──────── EXTRACTED ENTRIES
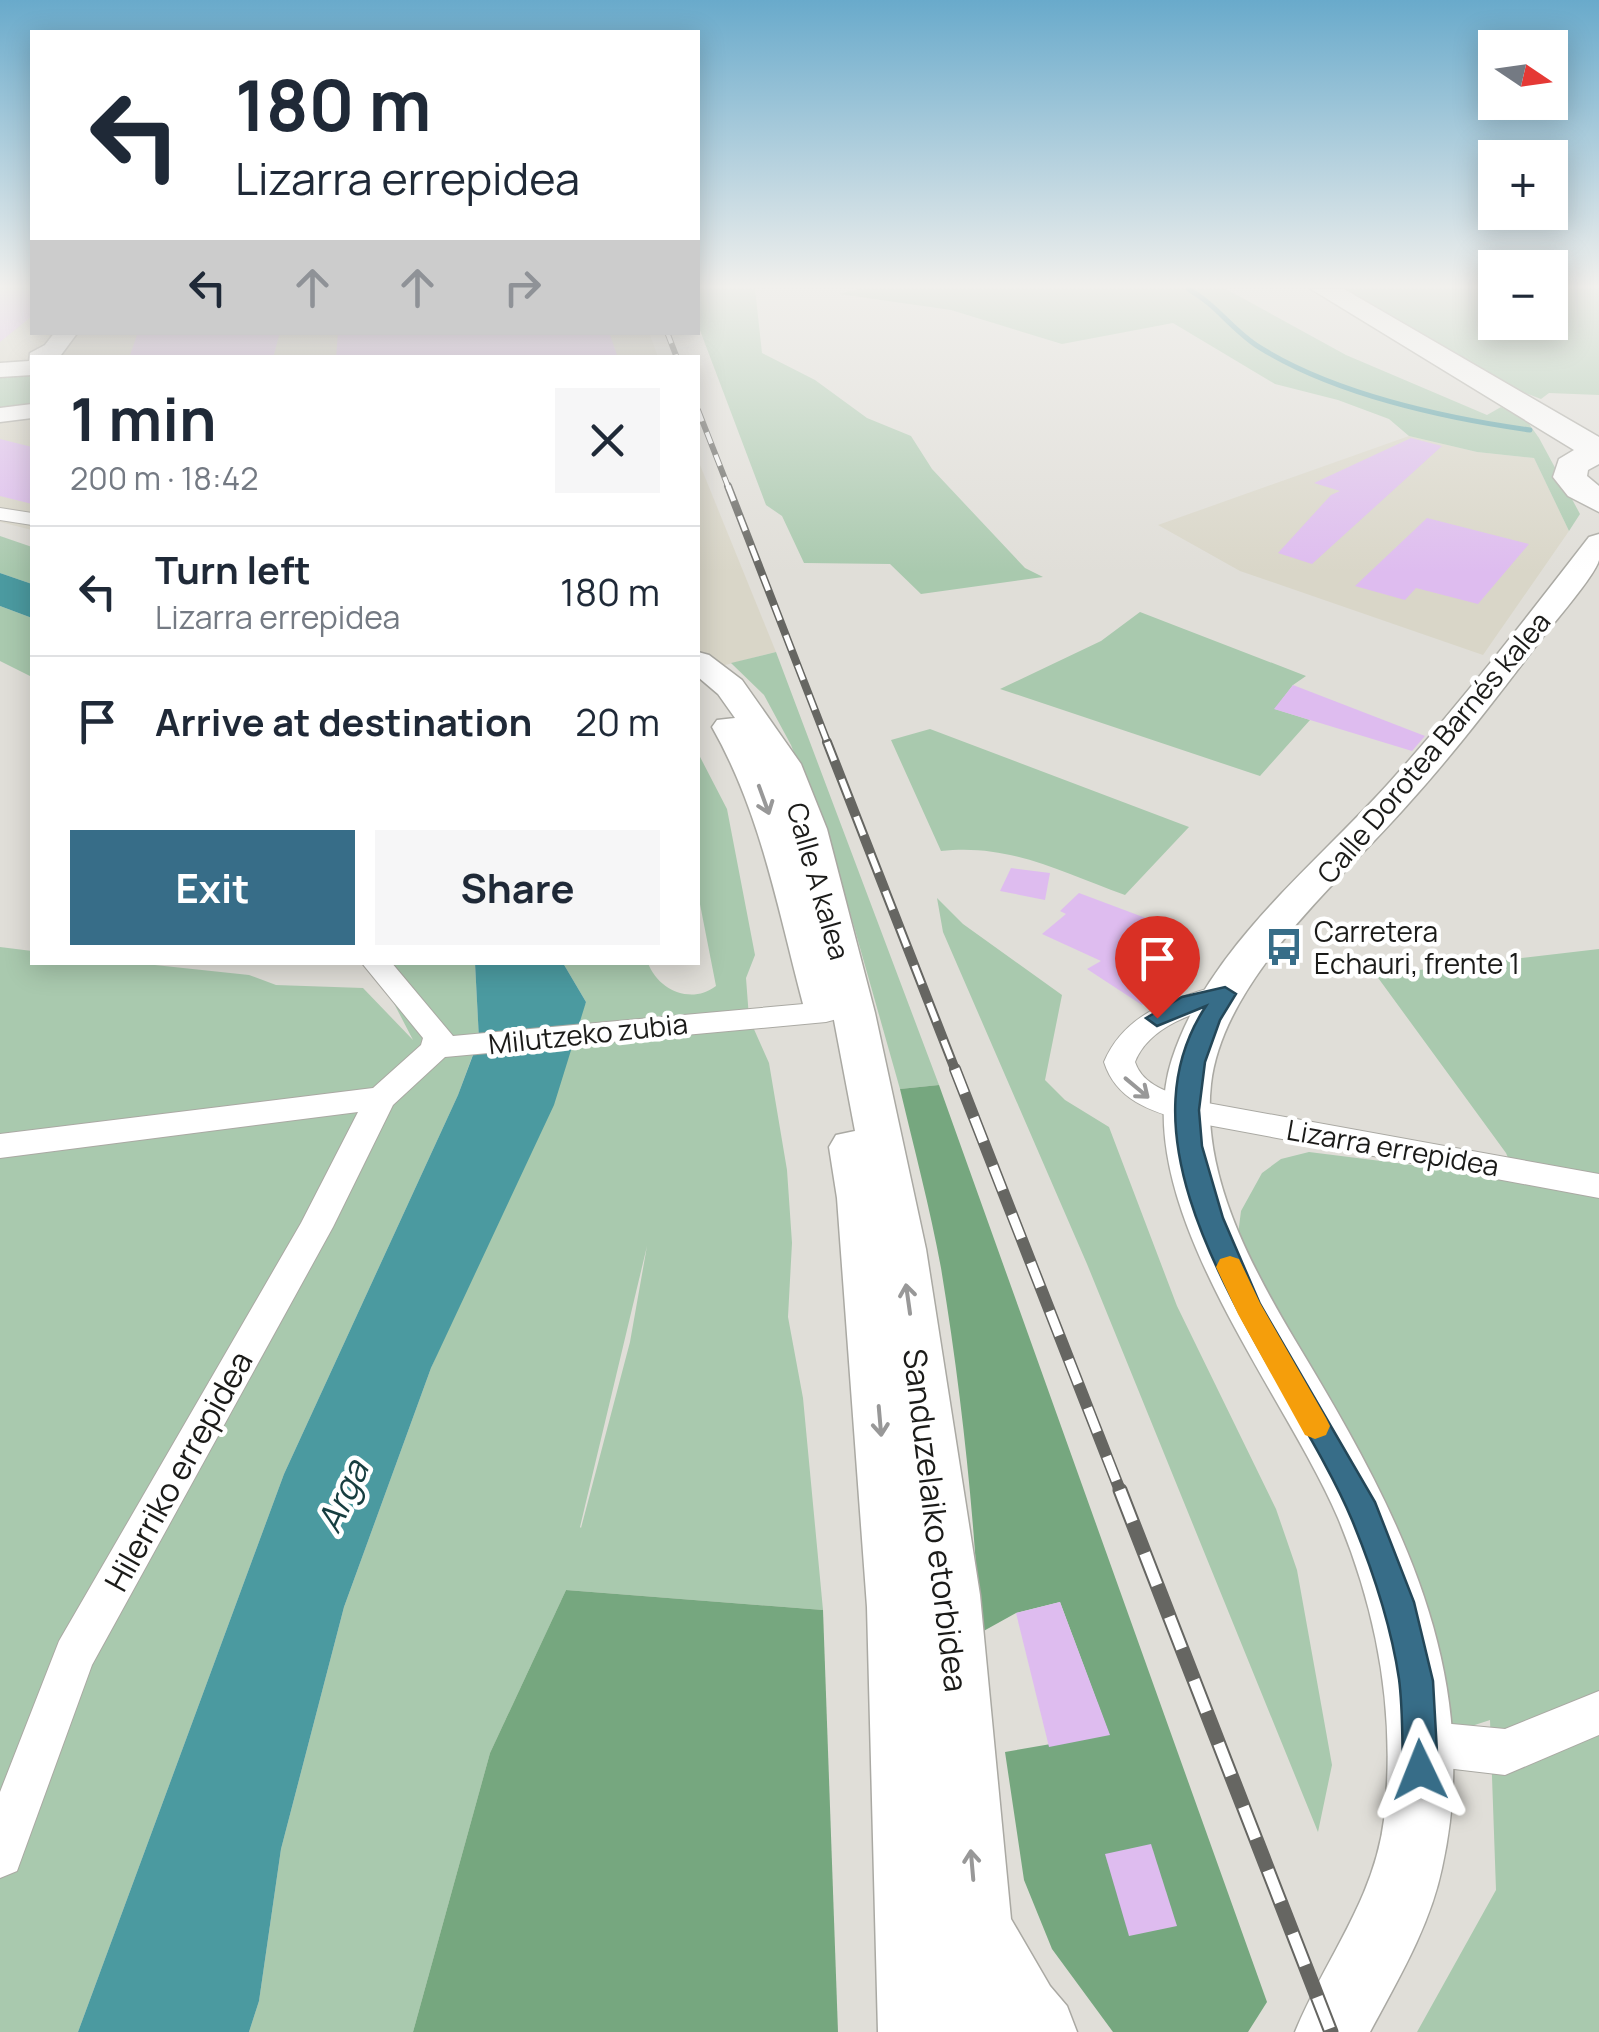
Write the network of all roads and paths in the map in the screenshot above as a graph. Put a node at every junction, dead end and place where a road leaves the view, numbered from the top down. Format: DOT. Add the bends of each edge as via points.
graph roads {
  1 [pos="1485,384"];
  2 [pos="1599,452"];
  3 [pos="1599,501"];
  4 [pos="0,514"];
  5 [pos="30,519"];
  6 [pos="1599,543"];
  7 [pos="700,664"];
  8 [pos="700,691"];
  9 [pos="379,965"];
  10 [pos="1225,994"];
  11 [pos="840,1012"];
  12 [pos="450,1046"];
  13 [pos="381,1098"];
  14 [pos="1186,1110"];
  15 [pos="0,1146"];
  16 [pos="1599,1186"];
  17 [pos="900,1683"];
  18 [pos="1599,1713"];
  19 [pos="1420,1743"];
  20 [pos="0,1854"];
  21 [pos="977,1926"];
  22 [pos="914,2032"];
  23 [pos="937,2032"];
  24 [pos="986,2032"];
  25 [pos="1041,2032"];
  26 [pos="1331,2032"];
  1 -- 2 [label="highway"];
  2 -- 3 [label="highway" via="1572,466 1570,477"];
  4 -- 5 [label="street"];
  6 -- 10 [label="main road, Calle Dorotea Barnés kalea" via="1491,684"];
  7 -- 11 [label="main road, Calle A kalea" via="730,688 782,764 809,829"];
  8 -- 11 [label="main road, Calle A kalea, one-way" via="746,753"];
  9 -- 12 [label="street"];
  10 -- 14 [label="main road" via="1193,1062"];
  10 -- 14 [label="street, Lizarra errepidea, one-way" via="1190,1002 1124,1044 1124,1078 1152,1100"];
  11 -- 12 [label="street, Milutzeko zubia"];
  11 -- 17 [label="main road, Sanduzelaiko etorbidea, one-way"];
  21 -- 11 [label="main road, Sanduzelaiko etorbidea, one-way" via="950,1596 901,1249"];
  12 -- 13 [label="street, Hilerriko errepidea"];
  13 -- 15 [label="street"];
  13 -- 20 [label="street, Hilerriko errepidea" via="74,1656"];
  14 -- 16 [label="street, Lizarra errepidea"];
  14 -- 19 [label="main road" via="1199,1184 1232,1274 1364,1512 1398,1602 1416,1681"];
  17 -- 22 [label="main road, Sanduzelaiko etorbidea"];
  17 -- 23 [label="main road" via="927,1812"];
  18 -- 19 [label="street" via="1505,1752"];
  19 -- 26 [label="main road" via="1421,1798 1407,1872 1387,1927"];
  21 -- 24 [label="main road, Sanduzelaiko etorbidea"];
  21 -- 25 [label="main road"];
}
────────────────
■ YOUR ASSIGNMENT
Reproduce each line above exactly, but not a single picture.

■ EXERCISE RESULT
Write the network of all roads and paths in the map in the screenshot above as a graph. Put a node at every junction, dead end and place where a road leaves the view, numbered from the top down. Format: DOT. Add the bends of each edge as via points.
graph roads {
  1 [pos="1485,384"];
  2 [pos="1599,452"];
  3 [pos="1599,501"];
  4 [pos="0,514"];
  5 [pos="30,519"];
  6 [pos="1599,543"];
  7 [pos="700,664"];
  8 [pos="700,691"];
  9 [pos="379,965"];
  10 [pos="1225,994"];
  11 [pos="840,1012"];
  12 [pos="450,1046"];
  13 [pos="381,1098"];
  14 [pos="1186,1110"];
  15 [pos="0,1146"];
  16 [pos="1599,1186"];
  17 [pos="900,1683"];
  18 [pos="1599,1713"];
  19 [pos="1420,1743"];
  20 [pos="0,1854"];
  21 [pos="977,1926"];
  22 [pos="914,2032"];
  23 [pos="937,2032"];
  24 [pos="986,2032"];
  25 [pos="1041,2032"];
  26 [pos="1331,2032"];
  1 -- 2 [label="highway"];
  2 -- 3 [label="highway" via="1572,466 1570,477"];
  4 -- 5 [label="street"];
  6 -- 10 [label="main road, Calle Dorotea Barnés kalea" via="1491,684"];
  7 -- 11 [label="main road, Calle A kalea" via="730,688 782,764 809,829"];
  8 -- 11 [label="main road, Calle A kalea, one-way" via="746,753"];
  9 -- 12 [label="street"];
  10 -- 14 [label="main road" via="1193,1062"];
  10 -- 14 [label="street, Lizarra errepidea, one-way" via="1190,1002 1124,1044 1124,1078 1152,1100"];
  11 -- 12 [label="street, Milutzeko zubia"];
  11 -- 17 [label="main road, Sanduzelaiko etorbidea, one-way"];
  21 -- 11 [label="main road, Sanduzelaiko etorbidea, one-way" via="950,1596 901,1249"];
  12 -- 13 [label="street, Hilerriko errepidea"];
  13 -- 15 [label="street"];
  13 -- 20 [label="street, Hilerriko errepidea" via="74,1656"];
  14 -- 16 [label="street, Lizarra errepidea"];
  14 -- 19 [label="main road" via="1199,1184 1232,1274 1364,1512 1398,1602 1416,1681"];
  17 -- 22 [label="main road, Sanduzelaiko etorbidea"];
  17 -- 23 [label="main road" via="927,1812"];
  18 -- 19 [label="street" via="1505,1752"];
  19 -- 26 [label="main road" via="1421,1798 1407,1872 1387,1927"];
  21 -- 24 [label="main road, Sanduzelaiko etorbidea"];
  21 -- 25 [label="main road"];
}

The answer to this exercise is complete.